_AVAILABLE RECORDS:_
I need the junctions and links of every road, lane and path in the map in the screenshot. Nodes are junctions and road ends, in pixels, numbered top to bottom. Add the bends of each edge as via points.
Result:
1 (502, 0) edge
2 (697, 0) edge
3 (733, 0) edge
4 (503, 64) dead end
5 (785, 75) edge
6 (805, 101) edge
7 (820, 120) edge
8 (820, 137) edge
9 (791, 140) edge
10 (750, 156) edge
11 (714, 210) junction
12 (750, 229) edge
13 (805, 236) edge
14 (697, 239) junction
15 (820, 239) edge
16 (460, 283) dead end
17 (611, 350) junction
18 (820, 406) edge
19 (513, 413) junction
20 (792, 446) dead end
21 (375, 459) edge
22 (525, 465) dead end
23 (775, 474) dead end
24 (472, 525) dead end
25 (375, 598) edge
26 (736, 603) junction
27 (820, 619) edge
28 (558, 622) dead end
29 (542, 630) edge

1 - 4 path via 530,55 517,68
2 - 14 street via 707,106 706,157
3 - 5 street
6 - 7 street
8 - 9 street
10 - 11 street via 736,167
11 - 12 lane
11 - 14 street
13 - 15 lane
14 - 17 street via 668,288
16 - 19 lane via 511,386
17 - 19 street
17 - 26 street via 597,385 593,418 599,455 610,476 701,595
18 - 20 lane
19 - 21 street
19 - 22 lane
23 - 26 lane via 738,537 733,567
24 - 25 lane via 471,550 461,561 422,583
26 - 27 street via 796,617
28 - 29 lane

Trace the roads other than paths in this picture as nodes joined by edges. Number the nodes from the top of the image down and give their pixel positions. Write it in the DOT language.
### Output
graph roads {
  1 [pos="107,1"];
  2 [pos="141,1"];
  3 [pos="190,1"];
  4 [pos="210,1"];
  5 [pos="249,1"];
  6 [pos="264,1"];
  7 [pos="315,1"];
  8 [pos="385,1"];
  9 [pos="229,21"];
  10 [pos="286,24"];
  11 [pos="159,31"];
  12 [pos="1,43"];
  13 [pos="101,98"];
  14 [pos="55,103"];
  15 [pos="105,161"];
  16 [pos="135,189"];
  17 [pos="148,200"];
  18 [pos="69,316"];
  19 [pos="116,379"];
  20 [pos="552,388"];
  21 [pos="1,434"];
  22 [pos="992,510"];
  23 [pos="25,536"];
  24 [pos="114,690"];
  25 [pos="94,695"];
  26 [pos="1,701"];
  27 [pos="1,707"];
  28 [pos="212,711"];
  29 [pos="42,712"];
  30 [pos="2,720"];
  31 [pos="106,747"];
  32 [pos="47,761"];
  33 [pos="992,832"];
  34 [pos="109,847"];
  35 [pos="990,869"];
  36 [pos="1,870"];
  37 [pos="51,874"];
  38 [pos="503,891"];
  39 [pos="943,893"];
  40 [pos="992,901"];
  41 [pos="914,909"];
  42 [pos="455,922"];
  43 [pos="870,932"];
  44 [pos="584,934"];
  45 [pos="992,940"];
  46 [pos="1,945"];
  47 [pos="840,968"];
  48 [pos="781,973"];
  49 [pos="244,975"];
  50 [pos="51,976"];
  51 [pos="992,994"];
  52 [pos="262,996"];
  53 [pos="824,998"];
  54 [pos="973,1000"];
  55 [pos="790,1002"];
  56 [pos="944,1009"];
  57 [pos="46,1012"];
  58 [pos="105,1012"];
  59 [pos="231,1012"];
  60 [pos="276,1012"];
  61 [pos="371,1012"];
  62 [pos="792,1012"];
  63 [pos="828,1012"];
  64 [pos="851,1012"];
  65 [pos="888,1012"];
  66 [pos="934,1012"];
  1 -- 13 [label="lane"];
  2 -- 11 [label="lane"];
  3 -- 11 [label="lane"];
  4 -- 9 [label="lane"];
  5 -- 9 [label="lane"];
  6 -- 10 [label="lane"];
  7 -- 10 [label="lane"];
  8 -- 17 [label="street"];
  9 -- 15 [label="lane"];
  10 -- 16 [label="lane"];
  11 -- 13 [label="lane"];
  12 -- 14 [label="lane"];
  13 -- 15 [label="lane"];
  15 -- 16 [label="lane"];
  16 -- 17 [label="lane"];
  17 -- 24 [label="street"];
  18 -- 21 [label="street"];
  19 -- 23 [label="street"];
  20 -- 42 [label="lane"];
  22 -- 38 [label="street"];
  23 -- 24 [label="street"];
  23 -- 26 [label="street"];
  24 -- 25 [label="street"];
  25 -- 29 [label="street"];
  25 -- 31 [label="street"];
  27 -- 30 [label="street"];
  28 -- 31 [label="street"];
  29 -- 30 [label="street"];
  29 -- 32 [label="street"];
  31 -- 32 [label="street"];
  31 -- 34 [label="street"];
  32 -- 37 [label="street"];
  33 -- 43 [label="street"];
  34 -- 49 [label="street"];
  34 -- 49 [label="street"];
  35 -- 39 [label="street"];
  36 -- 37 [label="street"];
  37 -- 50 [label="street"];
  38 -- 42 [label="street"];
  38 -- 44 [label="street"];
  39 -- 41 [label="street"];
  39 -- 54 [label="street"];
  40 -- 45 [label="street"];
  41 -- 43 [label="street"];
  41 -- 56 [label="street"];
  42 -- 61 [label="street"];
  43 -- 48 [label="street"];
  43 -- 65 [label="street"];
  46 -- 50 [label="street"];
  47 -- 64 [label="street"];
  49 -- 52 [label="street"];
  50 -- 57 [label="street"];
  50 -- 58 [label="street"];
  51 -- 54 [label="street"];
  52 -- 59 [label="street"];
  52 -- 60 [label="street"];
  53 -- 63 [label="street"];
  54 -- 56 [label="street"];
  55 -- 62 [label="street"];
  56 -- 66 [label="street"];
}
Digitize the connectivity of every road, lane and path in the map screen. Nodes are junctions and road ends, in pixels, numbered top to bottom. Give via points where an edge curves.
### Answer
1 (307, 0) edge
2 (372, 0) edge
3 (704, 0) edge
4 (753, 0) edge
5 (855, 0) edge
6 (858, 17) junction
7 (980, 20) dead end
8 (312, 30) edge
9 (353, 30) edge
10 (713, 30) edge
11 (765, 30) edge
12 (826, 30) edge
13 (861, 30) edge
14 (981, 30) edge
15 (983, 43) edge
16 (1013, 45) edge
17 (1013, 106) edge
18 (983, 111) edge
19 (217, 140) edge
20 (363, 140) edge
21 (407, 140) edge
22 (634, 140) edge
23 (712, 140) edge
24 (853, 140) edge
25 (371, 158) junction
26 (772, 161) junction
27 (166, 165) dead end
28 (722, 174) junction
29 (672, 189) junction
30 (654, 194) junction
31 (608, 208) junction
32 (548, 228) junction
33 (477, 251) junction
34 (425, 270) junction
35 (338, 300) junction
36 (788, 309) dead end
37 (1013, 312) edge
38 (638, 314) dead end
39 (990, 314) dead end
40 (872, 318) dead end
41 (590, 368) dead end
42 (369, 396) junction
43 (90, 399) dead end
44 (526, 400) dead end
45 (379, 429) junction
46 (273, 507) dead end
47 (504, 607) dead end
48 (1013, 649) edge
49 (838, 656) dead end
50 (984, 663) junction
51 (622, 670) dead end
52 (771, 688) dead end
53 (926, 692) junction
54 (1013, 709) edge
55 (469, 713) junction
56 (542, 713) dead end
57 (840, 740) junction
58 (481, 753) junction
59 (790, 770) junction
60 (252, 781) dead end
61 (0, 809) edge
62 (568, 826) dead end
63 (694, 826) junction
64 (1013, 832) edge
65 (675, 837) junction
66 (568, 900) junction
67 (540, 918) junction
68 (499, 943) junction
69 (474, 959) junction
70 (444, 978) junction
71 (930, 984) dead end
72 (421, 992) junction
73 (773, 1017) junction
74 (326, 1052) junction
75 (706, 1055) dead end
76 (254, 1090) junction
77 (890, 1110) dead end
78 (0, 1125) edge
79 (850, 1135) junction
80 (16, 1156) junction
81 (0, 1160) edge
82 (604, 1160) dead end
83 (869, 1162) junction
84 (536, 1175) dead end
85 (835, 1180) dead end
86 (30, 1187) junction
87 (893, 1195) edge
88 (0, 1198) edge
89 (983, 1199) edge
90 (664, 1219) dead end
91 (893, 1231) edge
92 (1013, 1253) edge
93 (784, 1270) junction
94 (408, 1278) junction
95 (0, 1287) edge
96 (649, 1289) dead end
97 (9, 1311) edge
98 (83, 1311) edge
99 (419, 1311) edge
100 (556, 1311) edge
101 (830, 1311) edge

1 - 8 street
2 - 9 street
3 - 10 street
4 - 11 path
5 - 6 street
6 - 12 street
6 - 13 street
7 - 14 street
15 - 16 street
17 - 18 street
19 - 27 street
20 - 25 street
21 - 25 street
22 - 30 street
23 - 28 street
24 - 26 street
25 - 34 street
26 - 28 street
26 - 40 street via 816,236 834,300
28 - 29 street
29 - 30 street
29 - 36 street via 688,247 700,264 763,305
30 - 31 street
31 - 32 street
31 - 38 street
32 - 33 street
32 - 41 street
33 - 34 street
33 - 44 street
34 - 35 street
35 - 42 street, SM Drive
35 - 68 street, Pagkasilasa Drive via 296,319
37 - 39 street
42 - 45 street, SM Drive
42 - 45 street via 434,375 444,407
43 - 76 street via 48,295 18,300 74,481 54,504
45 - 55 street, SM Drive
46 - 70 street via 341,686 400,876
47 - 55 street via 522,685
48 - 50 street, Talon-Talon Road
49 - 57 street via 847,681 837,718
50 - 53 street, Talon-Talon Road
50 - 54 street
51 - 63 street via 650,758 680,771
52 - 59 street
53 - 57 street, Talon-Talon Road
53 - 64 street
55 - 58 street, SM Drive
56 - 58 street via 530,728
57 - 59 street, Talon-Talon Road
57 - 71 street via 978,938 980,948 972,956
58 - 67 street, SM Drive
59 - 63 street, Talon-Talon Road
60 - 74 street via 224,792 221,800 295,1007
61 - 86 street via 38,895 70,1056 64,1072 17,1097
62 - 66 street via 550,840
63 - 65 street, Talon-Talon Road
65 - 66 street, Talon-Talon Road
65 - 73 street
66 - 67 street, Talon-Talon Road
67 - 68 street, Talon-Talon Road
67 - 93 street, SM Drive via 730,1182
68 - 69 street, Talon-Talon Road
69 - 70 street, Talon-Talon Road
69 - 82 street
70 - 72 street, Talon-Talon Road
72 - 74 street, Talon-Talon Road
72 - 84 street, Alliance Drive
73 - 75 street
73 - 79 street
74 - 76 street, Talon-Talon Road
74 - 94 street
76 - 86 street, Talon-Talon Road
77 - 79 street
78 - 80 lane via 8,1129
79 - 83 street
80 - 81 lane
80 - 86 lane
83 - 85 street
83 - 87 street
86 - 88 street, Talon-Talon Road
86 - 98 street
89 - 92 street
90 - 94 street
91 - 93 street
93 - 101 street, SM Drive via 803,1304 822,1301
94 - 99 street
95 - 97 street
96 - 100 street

_WORK TASK:_ Print the records verbatim, stopping after the "Trace the roads" line.

_RESPONSE BOX:_
I need the junctions and links of every road, lane and path in the map in the screenshot. Nodes are junctions and road ends, in pixels, numbered top to bottom. Add the bends of each edge as via points.
Result:
1 (502, 0) edge
2 (697, 0) edge
3 (733, 0) edge
4 (503, 64) dead end
5 (785, 75) edge
6 (805, 101) edge
7 (820, 120) edge
8 (820, 137) edge
9 (791, 140) edge
10 (750, 156) edge
11 (714, 210) junction
12 (750, 229) edge
13 (805, 236) edge
14 (697, 239) junction
15 (820, 239) edge
16 (460, 283) dead end
17 (611, 350) junction
18 (820, 406) edge
19 (513, 413) junction
20 (792, 446) dead end
21 (375, 459) edge
22 (525, 465) dead end
23 (775, 474) dead end
24 (472, 525) dead end
25 (375, 598) edge
26 (736, 603) junction
27 (820, 619) edge
28 (558, 622) dead end
29 (542, 630) edge

1 - 4 path via 530,55 517,68
2 - 14 street via 707,106 706,157
3 - 5 street
6 - 7 street
8 - 9 street
10 - 11 street via 736,167
11 - 12 lane
11 - 14 street
13 - 15 lane
14 - 17 street via 668,288
16 - 19 lane via 511,386
17 - 19 street
17 - 26 street via 597,385 593,418 599,455 610,476 701,595
18 - 20 lane
19 - 21 street
19 - 22 lane
23 - 26 lane via 738,537 733,567
24 - 25 lane via 471,550 461,561 422,583
26 - 27 street via 796,617
28 - 29 lane

Trace the roads other than paths in this picture as nodes joined by edges. Number the nodes from the top of the image down and give their pixel positions. Write it in the DOT language.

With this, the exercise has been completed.